What you need to do:
Restate, in full and unchanged, the entries that follow, but not their pictures.

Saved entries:
━━━━━━━━━━

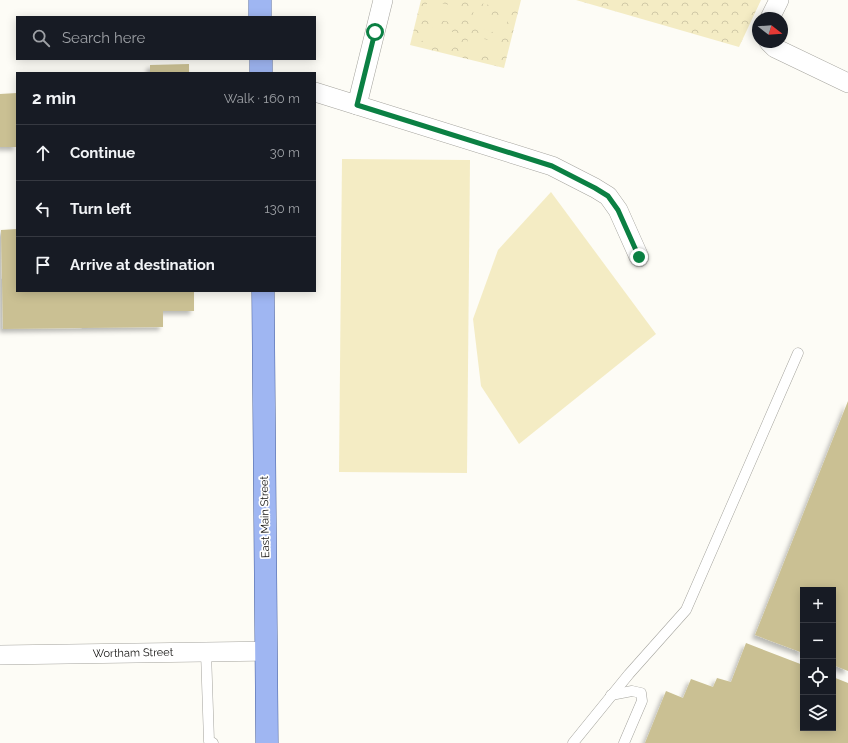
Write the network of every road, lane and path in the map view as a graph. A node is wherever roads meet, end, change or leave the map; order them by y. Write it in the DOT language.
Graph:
graph roads {
  1 [pos="260,0"];
  2 [pos="383,0"];
  3 [pos="779,0"];
  4 [pos="773,12"];
  5 [pos="260,16"];
  6 [pos="775,48"];
  7 [pos="261,60"];
  8 [pos="261,72"];
  9 [pos="848,83"];
  10 [pos="316,92"];
  11 [pos="357,105"];
  12 [pos="639,257"];
  13 [pos="263,292"];
  14 [pos="798,353"];
  15 [pos="266,651"];
  16 [pos="206,652"];
  17 [pos="0,654"];
  18 [pos="611,695"];
  19 [pos="212,743"];
  20 [pos="267,743"];
  21 [pos="573,743"];
  22 [pos="624,743"];
  1 -- 5 [label="main road"];
  2 -- 11 [label="street"];
  3 -- 4 [label="street"];
  6 -- 9 [label="street"];
  7 -- 8 [label="main road"];
  10 -- 11 [label="street"];
  11 -- 12 [label="street"];
  13 -- 15 [label="main road, East Main Street"];
  14 -- 18 [label="lane"];
  15 -- 16 [label="street, Wortham Street"];
  15 -- 20 [label="main road, East Main Street"];
  16 -- 17 [label="street, Wortham Street"];
  16 -- 19 [label="lane"];
  18 -- 21 [label="lane"];
  18 -- 22 [label="lane"];
}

━━━━━━━━━━

Solution to this exercise:
Write the network of every road, lane and path in the map view as a graph. A node is wherever roads meet, end, change or leave the map; order them by y. Write it in the DOT language.
Graph:
graph roads {
  1 [pos="260,0"];
  2 [pos="383,0"];
  3 [pos="779,0"];
  4 [pos="773,12"];
  5 [pos="260,16"];
  6 [pos="775,48"];
  7 [pos="261,60"];
  8 [pos="261,72"];
  9 [pos="848,83"];
  10 [pos="316,92"];
  11 [pos="357,105"];
  12 [pos="639,257"];
  13 [pos="263,292"];
  14 [pos="798,353"];
  15 [pos="266,651"];
  16 [pos="206,652"];
  17 [pos="0,654"];
  18 [pos="611,695"];
  19 [pos="212,743"];
  20 [pos="267,743"];
  21 [pos="573,743"];
  22 [pos="624,743"];
  1 -- 5 [label="main road"];
  2 -- 11 [label="street"];
  3 -- 4 [label="street"];
  6 -- 9 [label="street"];
  7 -- 8 [label="main road"];
  10 -- 11 [label="street"];
  11 -- 12 [label="street"];
  13 -- 15 [label="main road, East Main Street"];
  14 -- 18 [label="lane"];
  15 -- 16 [label="street, Wortham Street"];
  15 -- 20 [label="main road, East Main Street"];
  16 -- 17 [label="street, Wortham Street"];
  16 -- 19 [label="lane"];
  18 -- 21 [label="lane"];
  18 -- 22 [label="lane"];
}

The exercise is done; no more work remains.